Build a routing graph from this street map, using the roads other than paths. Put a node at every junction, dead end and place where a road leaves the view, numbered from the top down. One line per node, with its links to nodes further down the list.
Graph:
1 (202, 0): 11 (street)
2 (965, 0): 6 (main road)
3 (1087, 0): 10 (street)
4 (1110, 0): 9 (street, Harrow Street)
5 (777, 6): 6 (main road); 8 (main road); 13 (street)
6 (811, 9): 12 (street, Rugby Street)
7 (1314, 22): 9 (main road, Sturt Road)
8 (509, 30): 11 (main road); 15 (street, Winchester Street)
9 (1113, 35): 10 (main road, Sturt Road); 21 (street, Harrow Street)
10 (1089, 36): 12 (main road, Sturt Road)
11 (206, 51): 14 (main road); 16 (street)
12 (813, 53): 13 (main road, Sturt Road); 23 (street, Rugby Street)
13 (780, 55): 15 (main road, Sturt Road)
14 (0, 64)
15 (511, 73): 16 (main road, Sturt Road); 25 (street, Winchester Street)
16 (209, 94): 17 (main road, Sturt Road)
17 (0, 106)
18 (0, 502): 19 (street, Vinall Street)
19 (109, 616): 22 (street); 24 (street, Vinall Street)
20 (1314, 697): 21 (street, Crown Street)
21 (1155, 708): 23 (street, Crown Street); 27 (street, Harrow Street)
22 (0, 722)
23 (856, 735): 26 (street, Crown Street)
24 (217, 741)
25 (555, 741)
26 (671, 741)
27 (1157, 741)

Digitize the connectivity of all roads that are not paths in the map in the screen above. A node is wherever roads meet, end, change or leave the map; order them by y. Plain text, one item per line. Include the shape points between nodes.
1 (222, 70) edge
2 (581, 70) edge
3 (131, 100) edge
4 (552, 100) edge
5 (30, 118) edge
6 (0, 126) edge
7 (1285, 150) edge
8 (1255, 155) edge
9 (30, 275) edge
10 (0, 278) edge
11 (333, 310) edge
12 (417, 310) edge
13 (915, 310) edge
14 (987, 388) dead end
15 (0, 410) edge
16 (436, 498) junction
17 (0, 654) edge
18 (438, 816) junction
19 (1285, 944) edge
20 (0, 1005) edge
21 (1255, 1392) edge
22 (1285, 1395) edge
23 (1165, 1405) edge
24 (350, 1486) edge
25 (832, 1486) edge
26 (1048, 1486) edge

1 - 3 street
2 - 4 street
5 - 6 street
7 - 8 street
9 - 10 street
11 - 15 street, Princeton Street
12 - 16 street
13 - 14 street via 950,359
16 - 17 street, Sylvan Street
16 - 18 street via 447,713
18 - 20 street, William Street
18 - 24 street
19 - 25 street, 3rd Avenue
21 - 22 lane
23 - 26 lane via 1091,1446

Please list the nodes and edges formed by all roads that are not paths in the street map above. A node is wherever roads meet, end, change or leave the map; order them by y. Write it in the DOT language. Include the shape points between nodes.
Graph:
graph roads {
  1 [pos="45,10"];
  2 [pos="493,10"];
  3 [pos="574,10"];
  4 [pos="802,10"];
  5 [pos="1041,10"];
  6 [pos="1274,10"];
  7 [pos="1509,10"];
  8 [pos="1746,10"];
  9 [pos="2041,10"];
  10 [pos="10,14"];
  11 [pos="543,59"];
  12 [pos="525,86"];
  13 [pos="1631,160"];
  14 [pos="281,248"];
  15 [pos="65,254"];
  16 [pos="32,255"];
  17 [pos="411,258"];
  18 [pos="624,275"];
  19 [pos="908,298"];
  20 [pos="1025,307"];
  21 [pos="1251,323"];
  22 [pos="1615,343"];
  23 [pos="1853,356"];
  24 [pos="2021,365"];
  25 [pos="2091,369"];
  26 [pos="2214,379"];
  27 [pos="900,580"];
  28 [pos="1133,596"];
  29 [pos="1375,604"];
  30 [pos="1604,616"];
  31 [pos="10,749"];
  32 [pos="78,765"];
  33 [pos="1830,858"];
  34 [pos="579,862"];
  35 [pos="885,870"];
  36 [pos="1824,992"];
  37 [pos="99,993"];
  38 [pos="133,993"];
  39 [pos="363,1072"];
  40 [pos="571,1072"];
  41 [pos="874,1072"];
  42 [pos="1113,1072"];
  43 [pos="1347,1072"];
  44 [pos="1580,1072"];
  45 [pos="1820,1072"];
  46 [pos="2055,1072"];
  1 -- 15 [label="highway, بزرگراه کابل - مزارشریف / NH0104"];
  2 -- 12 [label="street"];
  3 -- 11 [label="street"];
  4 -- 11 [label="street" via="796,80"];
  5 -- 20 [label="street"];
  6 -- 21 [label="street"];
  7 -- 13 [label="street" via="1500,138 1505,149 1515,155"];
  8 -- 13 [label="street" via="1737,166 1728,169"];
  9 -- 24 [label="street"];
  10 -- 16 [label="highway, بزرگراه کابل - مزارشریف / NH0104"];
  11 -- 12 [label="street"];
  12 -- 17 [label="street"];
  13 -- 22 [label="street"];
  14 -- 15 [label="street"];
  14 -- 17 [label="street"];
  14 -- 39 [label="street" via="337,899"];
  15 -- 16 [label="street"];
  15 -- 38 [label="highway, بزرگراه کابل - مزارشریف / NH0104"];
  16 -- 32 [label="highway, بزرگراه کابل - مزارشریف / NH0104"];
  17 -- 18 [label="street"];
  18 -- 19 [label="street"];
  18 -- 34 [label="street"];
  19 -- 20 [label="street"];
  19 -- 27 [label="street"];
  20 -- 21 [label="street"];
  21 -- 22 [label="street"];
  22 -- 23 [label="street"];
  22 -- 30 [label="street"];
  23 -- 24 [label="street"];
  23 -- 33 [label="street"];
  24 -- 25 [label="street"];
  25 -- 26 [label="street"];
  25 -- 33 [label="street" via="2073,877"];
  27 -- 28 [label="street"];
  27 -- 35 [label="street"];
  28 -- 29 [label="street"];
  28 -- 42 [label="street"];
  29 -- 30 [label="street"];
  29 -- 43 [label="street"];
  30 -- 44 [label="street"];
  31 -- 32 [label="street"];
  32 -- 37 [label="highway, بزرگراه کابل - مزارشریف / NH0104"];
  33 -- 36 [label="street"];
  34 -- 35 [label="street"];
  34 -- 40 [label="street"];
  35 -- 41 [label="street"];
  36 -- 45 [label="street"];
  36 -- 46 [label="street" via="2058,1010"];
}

------

## What you should do
Go through the entries above and count the lines holding the word "Crown"; write nothing but the number.

## Result for this exercise
3